Segment Start: Available data

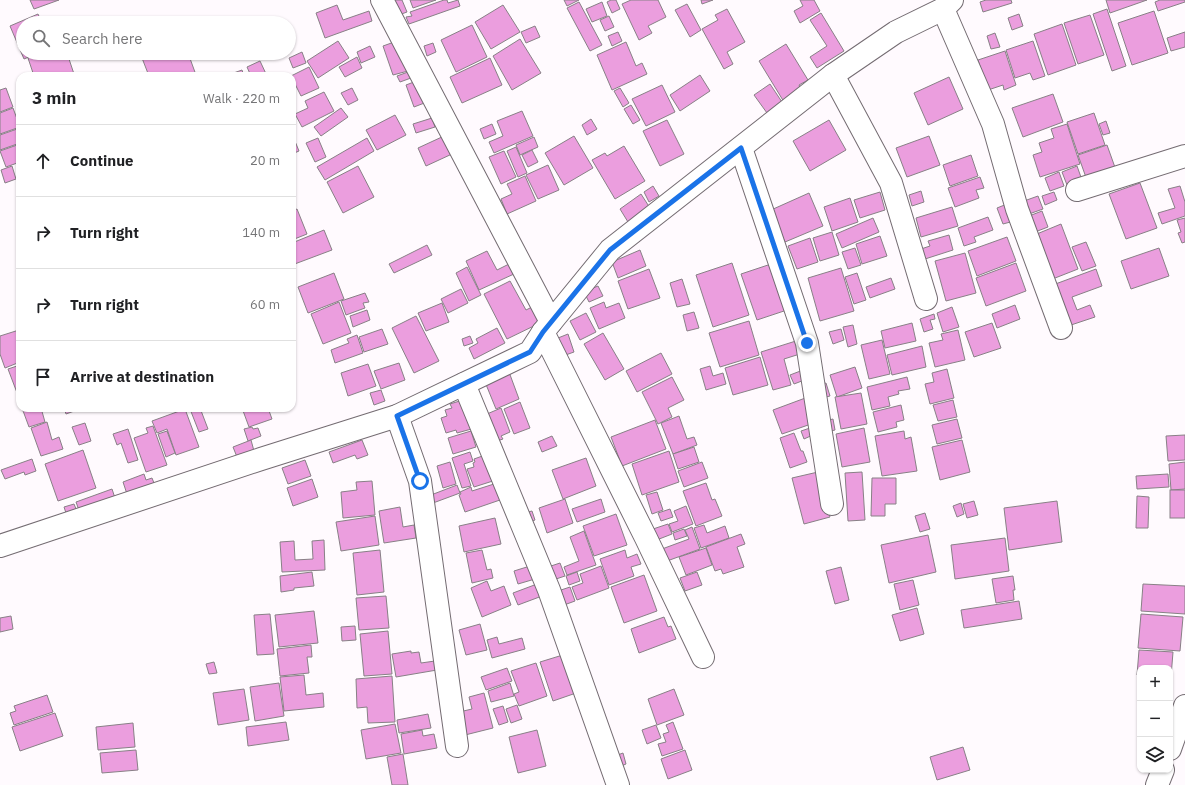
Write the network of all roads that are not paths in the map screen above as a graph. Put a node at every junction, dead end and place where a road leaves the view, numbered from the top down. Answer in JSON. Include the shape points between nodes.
{"nodes":[{"id":1,"x":382,"y":0,"type":"edge"},
{"id":2,"x":948,"y":4,"type":"edge"},
{"id":3,"x":833,"y":75,"type":"junction"},
{"id":4,"x":741,"y":148,"type":"junction"},
{"id":5,"x":1185,"y":156,"type":"edge"},
{"id":6,"x":1076,"y":190,"type":"dead end"},
{"id":7,"x":926,"y":299,"type":"dead end"},
{"id":8,"x":547,"y":327,"type":"junction"},
{"id":9,"x":1061,"y":328,"type":"dead end"},
{"id":10,"x":464,"y":384,"type":"junction"},
{"id":11,"x":397,"y":416,"type":"junction"},
{"id":12,"x":832,"y":504,"type":"dead end"},
{"id":13,"x":0,"y":546,"type":"edge"},
{"id":14,"x":703,"y":657,"type":"dead end"},
{"id":15,"x":1185,"y":706,"type":"edge"},
{"id":16,"x":1173,"y":740,"type":"edge"},
{"id":17,"x":457,"y":746,"type":"dead end"},
{"id":18,"x":1162,"y":773,"type":"edge"},
{"id":19,"x":618,"y":785,"type":"edge"},
{"id":20,"x":1157,"y":785,"type":"edge"}],
"edges":[{"from":1,"to":8,"type":"street"},
{"from":2,"to":3,"type":"street","via":[[896,32]]},
{"from":2,"to":9,"type":"street","via":[[994,124],[1017,209]]},
{"from":3,"to":4,"type":"street"},
{"from":3,"to":7,"type":"street","via":[[890,183]]},
{"from":4,"to":8,"type":"street","via":[[610,250]]},
{"from":4,"to":12,"type":"street","via":[[807,343]]},
{"from":5,"to":6,"type":"street"},
{"from":8,"to":10,"type":"street","via":[[530,352]]},
{"from":8,"to":14,"type":"street"},
{"from":10,"to":11,"type":"street"},
{"from":10,"to":19,"type":"street","via":[[549,590]]},
{"from":11,"to":13,"type":"street"},
{"from":11,"to":17,"type":"street","via":[[420,481]]},
{"from":15,"to":16,"type":"street"},
{"from":18,"to":20,"type":"street"}]}
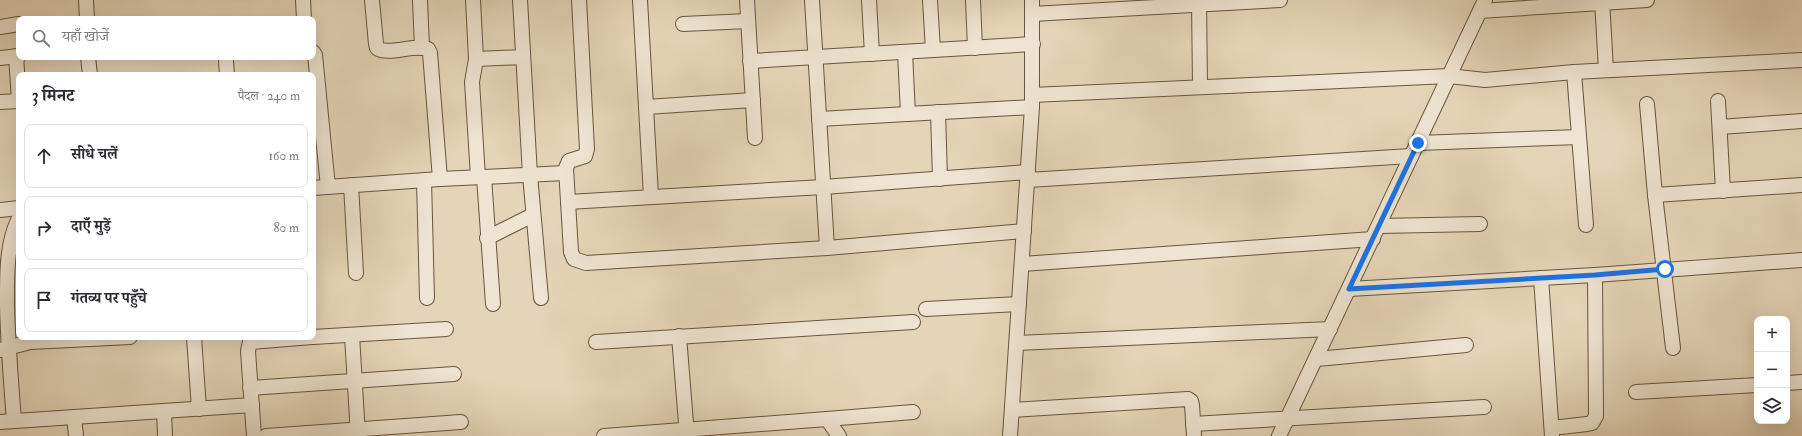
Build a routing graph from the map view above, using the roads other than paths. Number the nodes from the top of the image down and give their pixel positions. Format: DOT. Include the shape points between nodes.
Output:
graph roads {
  1 [pos="86,0"];
  2 [pos="303,0"];
  3 [pos="372,0"];
  4 [pos="420,0"];
  5 [pos="473,0"];
  6 [pos="520,0"];
  7 [pos="579,0"];
  8 [pos="640,0"];
  9 [pos="747,0"];
  10 [pos="812,0"];
  11 [pos="869,0"];
  12 [pos="930,0"];
  13 [pos="973,0"];
  14 [pos="1280,0"];
  15 [pos="1647,0"];
  16 [pos="1199,2"];
  17 [pos="1602,2"];
  18 [pos="1482,6"];
  19 [pos="1032,7"];
  20 [pos="87,16"];
  21 [pos="304,16"];
  22 [pos="748,21"];
  23 [pos="16,24"];
  24 [pos="683,24"];
  25 [pos="0,27"];
  26 [pos="1032,44"];
  27 [pos="422,48"];
  28 [pos="976,48"];
  29 [pos="933,50"];
  30 [pos="904,52"];
  31 [pos="872,54"];
  32 [pos="16,56"];
  33 [pos="523,57"];
  34 [pos="0,58"];
  35 [pos="815,58"];
  36 [pos="476,59"];
  37 [pos="18,60"];
  38 [pos="88,60"];
  39 [pos="315,60"];
  40 [pos="1802,60"];
  41 [pos="226,61"];
  42 [pos="750,61"];
  43 [pos="1606,70"];
  44 [pos="18,72"];
  45 [pos="90,72"];
  46 [pos="227,72"];
  47 [pos="315,72"];
  48 [pos="1574,72"];
  49 [pos="1449,76"];
  50 [pos="1200,86"];
  51 [pos="316,99"];
  52 [pos="16,100"];
  53 [pos="753,100"];
  54 [pos="1032,101"];
  55 [pos="0,102"];
  56 [pos="1718,102"];
  57 [pos="1647,104"];
  58 [pos="646,107"];
  59 [pos="938,112"];
  60 [pos="908,114"];
  61 [pos="819,119"];
  62 [pos="1802,121"];
  63 [pos="1720,127"];
  64 [pos="318,135"];
  65 [pos="1579,137"];
  66 [pos="755,138"];
  67 [pos="1418,143"];
  68 [pos="1412,156"];
  69 [pos="566,173"];
  70 [pos="530,175"];
  71 [pos="1028,176"];
  72 [pos="481,177"];
  73 [pos="440,179"];
  74 [pos="940,179"];
  75 [pos="424,180"];
  76 [pos="351,185"];
  77 [pos="1802,185"];
  78 [pos="328,187"];
  79 [pos="823,187"];
  80 [pos="316,188"];
  81 [pos="1723,191"];
  82 [pos="1655,194"];
  83 [pos="651,196"];
  84 [pos="568,202"];
  85 [pos="16,208"];
  86 [pos="0,210"];
  87 [pos="533,215"];
  88 [pos="1480,224"];
  89 [pos="16,225"];
  90 [pos="1586,225"];
  91 [pos="1379,226"];
  92 [pos="1024,232"];
  93 [pos="487,238"];
  94 [pos="1373,239"];
  95 [pos="827,248"];
  96 [pos="1802,260"];
  97 [pos="1022,264"];
  98 [pos="1665,269"];
  99 [pos="356,273"];
  100 [pos="9,274"];
  101 [pos="1595,275"];
  102 [pos="1542,278"];
  103 [pos="1349,289"];
  104 [pos="427,298"];
  105 [pos="541,298"];
  106 [pos="493,304"];
  107 [pos="1019,304"];
  108 [pos="926,309"];
  109 [pos="914,322"];
  110 [pos="446,329"];
  111 [pos="1330,329"];
  112 [pos="352,334"];
  113 [pos="679,336"];
  114 [pos="316,337"];
  115 [pos="70,340"];
  116 [pos="194,340"];
  117 [pos="275,340"];
  118 [pos="596,342"];
  119 [pos="1017,343"];
  120 [pos="1466,345"];
  121 [pos="1673,348"];
  122 [pos="4,349"];
  123 [pos="1317,359"];
  124 [pos="454,374"];
  125 [pos="355,381"];
  126 [pos="1802,382"];
  127 [pos="1790,383"];
  128 [pos="1754,385"];
  129 [pos="250,388"];
  130 [pos="1636,392"];
  131 [pos="252,405"];
  132 [pos="1484,406"];
  133 [pos="199,409"];
  134 [pos="1012,410"];
  135 [pos="164,411"];
  136 [pos="913,412"];
  137 [pos="74,417"];
  138 [pos="1288,418"];
  139 [pos="827,419"];
  140 [pos="7,422"];
  141 [pos="461,422"];
  142 [pos="1194,430"];
  143 [pos="1552,432"];
  144 [pos="358,433"];
  145 [pos="687,433"];
  146 [pos="76,436"];
  147 [pos="165,436"];
  148 [pos="254,436"];
  149 [pos="266,436"];
  150 [pos="604,436"];
  151 [pos="839,436"];
  152 [pos="1010,436"];
  153 [pos="1279,436"];
  1 -- 20 [label="street"];
  2 -- 21 [label="street"];
  3 -- 27 [label="street" via="378,48"];
  4 -- 27 [label="street"];
  5 -- 36 [label="street"];
  6 -- 33 [label="street"];
  7 -- 69 [label="street" via="587,152 585,156 566,164"];
  8 -- 58 [label="street"];
  9 -- 22 [label="street"];
  10 -- 35 [label="street"];
  11 -- 31 [label="street"];
  12 -- 29 [label="street"];
  13 -- 28 [label="street"];
  14 -- 16 [label="street"];
  15 -- 17 [label="street"];
  16 -- 19 [label="street"];
  16 -- 50 [label="street"];
  17 -- 18 [label="street"];
  17 -- 43 [label="street"];
  18 -- 49 [label="street"];
  19 -- 26 [label="street"];
  22 -- 24 [label="street"];
  22 -- 42 [label="street"];
  23 -- 25 [label="street"];
  26 -- 28 [label="street"];
  26 -- 54 [label="street"];
  27 -- 73 [label="street" via="428,49 430,53"];
  28 -- 29 [label="street"];
  29 -- 30 [label="street"];
  30 -- 31 [label="street"];
  30 -- 60 [label="street"];
  31 -- 35 [label="street"];
  32 -- 34 [label="street"];
  33 -- 36 [label="street"];
  33 -- 70 [label="street"];
  35 -- 42 [label="street"];
  35 -- 61 [label="street"];
  36 -- 72 [label="street" via="472,82"];
  37 -- 44 [label="street"];
  38 -- 45 [label="street"];
  39 -- 47 [label="street"];
  40 -- 43 [label="street"];
  41 -- 46 [label="street"];
  42 -- 53 [label="street"];
  43 -- 48 [label="street"];
  48 -- 49 [label="street" via="1485,80"];
  48 -- 65 [label="street"];
  49 -- 50 [label="street"];
  49 -- 67 [label="street"];
  50 -- 54 [label="street"];
  51 -- 64 [label="street"];
  52 -- 55 [label="street"];
  53 -- 58 [label="street"];
  53 -- 66 [label="street"];
  54 -- 59 [label="street"];
  54 -- 71 [label="street"];
  56 -- 63 [label="street"];
  57 -- 82 [label="street"];
  58 -- 83 [label="street"];
  59 -- 60 [label="street"];
  59 -- 74 [label="street"];
  60 -- 61 [label="street"];
  61 -- 79 [label="street"];
  62 -- 63 [label="street"];
  63 -- 81 [label="street"];
  64 -- 78 [label="street"];
  65 -- 67 [label="street"];
  65 -- 90 [label="street"];
  67 -- 68 [label="street"];
  68 -- 71 [label="street"];
  68 -- 91 [label="street"];
  69 -- 70 [label="street"];
  69 -- 84 [label="street"];
  70 -- 72 [label="street"];
  70 -- 87 [label="street"];
  71 -- 74 [label="street"];
  71 -- 92 [label="street"];
  72 -- 73 [label="street"];
  72 -- 93 [label="street"];
  73 -- 75 [label="street"];
  74 -- 79 [label="street"];
  75 -- 76 [label="street"];
  75 -- 104 [label="street"];
  76 -- 78 [label="street"];
  76 -- 99 [label="street"];
  77 -- 81 [label="street"];
  78 -- 80 [label="street"];
  79 -- 83 [label="street"];
  79 -- 95 [label="street"];
  81 -- 82 [label="street"];
  82 -- 98 [label="street"];
  83 -- 84 [label="street"];
  84 -- 95 [label="street" via="571,252 574,259 580,262"];
  85 -- 86 [label="street"];
  87 -- 93 [label="street"];
  87 -- 105 [label="street"];
  88 -- 91 [label="street"];
  89 -- 100 [label="street" via="12,234"];
  91 -- 94 [label="street"];
  92 -- 95 [label="street"];
  92 -- 97 [label="street"];
  93 -- 106 [label="street"];
  94 -- 97 [label="street"];
  94 -- 103 [label="street"];
  96 -- 98 [label="street"];
  97 -- 107 [label="street"];
  98 -- 101 [label="street"];
  98 -- 121 [label="street"];
  100 -- 122 [label="street"];
  101 -- 102 [label="street"];
  101 -- 143 [label="street" via="1596,416 1592,423"];
  102 -- 103 [label="street"];
  102 -- 143 [label="street"];
  103 -- 111 [label="street"];
  107 -- 108 [label="street"];
  107 -- 119 [label="street"];
  109 -- 113 [label="street"];
  110 -- 112 [label="street"];
  111 -- 119 [label="street"];
  111 -- 123 [label="street"];
  112 -- 114 [label="street"];
  112 -- 125 [label="street"];
  113 -- 118 [label="street"];
  113 -- 145 [label="street"];
  115 -- 122 [label="street" via="30,342"];
  116 -- 133 [label="street"];
  117 -- 129 [label="street" via="250,342"];
  119 -- 134 [label="street"];
  120 -- 123 [label="street"];
  122 -- 140 [label="street"];
  123 -- 138 [label="street"];
  124 -- 125 [label="street"];
  125 -- 129 [label="street"];
  125 -- 144 [label="street"];
  126 -- 127 [label="street"];
  128 -- 130 [label="street"];
  129 -- 131 [label="street"];
  131 -- 133 [label="street"];
  131 -- 148 [label="street"];
  132 -- 138 [label="street"];
  133 -- 135 [label="street"];
  134 -- 142 [label="street" via="1188,399 1192,405"];
  134 -- 152 [label="street"];
  135 -- 137 [label="street"];
  135 -- 147 [label="street"];
  136 -- 139 [label="street"];
  137 -- 140 [label="street"];
  137 -- 146 [label="street"];
  138 -- 142 [label="street"];
  138 -- 153 [label="street"];
  139 -- 145 [label="street"];
  139 -- 151 [label="street"];
  141 -- 144 [label="street"];
  144 -- 149 [label="street"];
  145 -- 150 [label="street"];
}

Segment End: Available data

**Instructions to follow:** Looking at the records above, tally the lines holding "junction" and reply with that number only.

**Result of this exercise:** 6